Hacker News new | ask | show | jobs
by conradlee 4539 days ago
I'm one of the Synference co-founders, and we've thought a lot about how to make it easy to extract relevant information from users who land on your site for the first time.

There are many important pieces of information you can grab from a user who's never been on your site based on basic information available to all web servers, such as the user's IP address and user agent: (1) the time of day/day of week they're visiting -- relevant because, e.g., night users or weekend users might be a different demographic (2) information related to the particular page they're visiting, such as article category on wikipedia (3) operating system type and age (4) device type -- smartphone, tablet, pc (5) geographic location.

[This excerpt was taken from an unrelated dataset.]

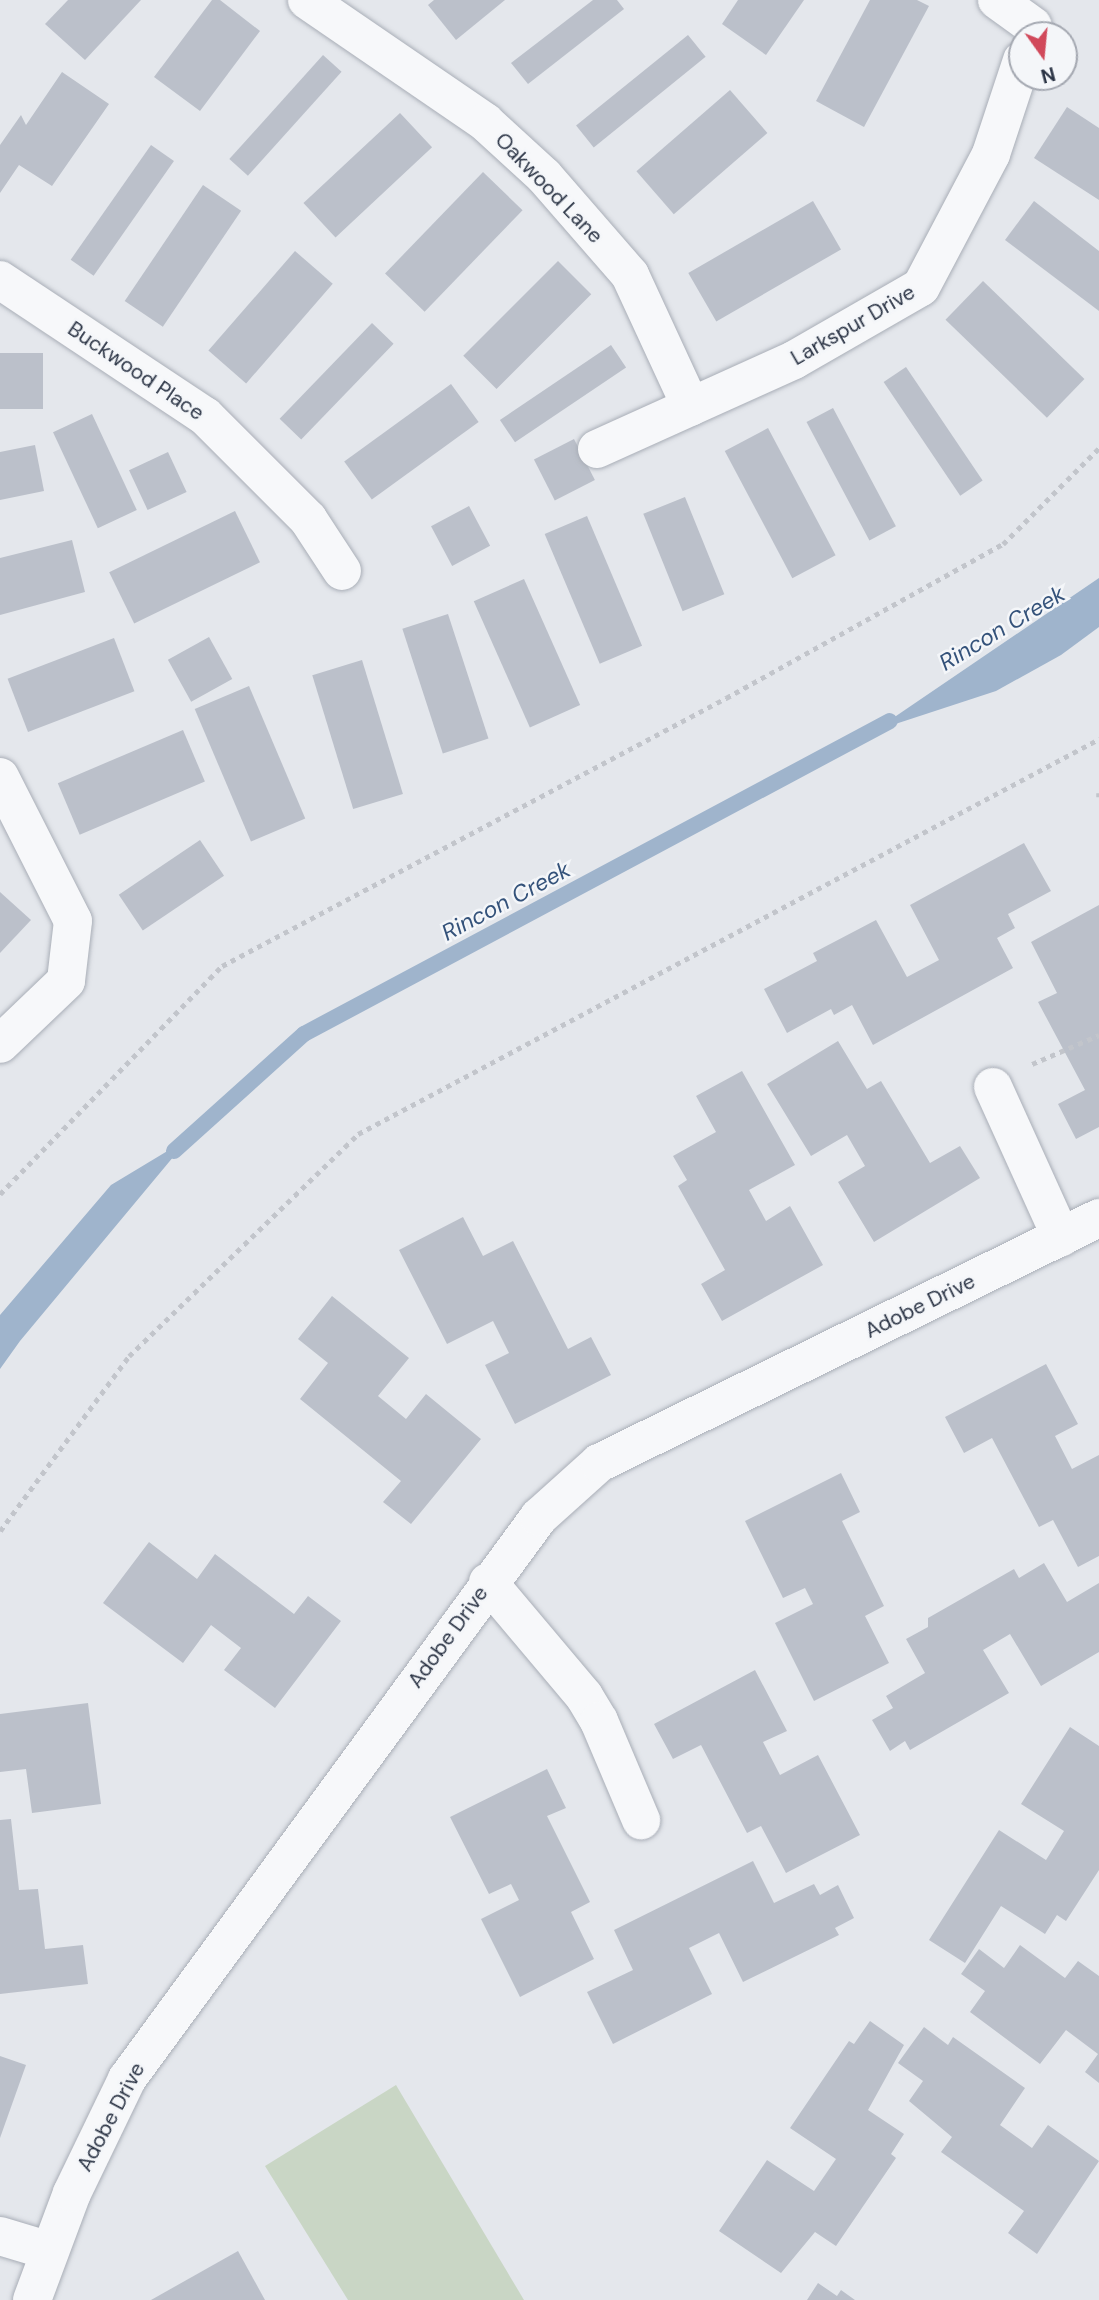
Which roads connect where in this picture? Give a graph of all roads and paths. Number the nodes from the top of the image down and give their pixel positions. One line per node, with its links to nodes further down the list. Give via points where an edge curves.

You can use location to infer a range of demographic features, such as income, education, etc. Due to its importance, location is an attribute that Synference adaptively coarsens/zooms in on. For example, if you have a lot of users from a certain city, then each user within that city will have a location whose granularity goes down to the neighborhood. But if you have relatively few users from Europe, then each user's location might only be at the level of the country.

The Synference API makes it easy to extract this information. All you have to do is send the API the user's IP address and user agent, and the API parses those two pieces of information into most of the features I've just listed. We also add a timestamp (corrected for the user's timezone using the IP address's geographic location).

We don't need to split users into buckets---machine learning classifiers build models that automatically take care of deciding how a user's attributes can be used to predict the target metric.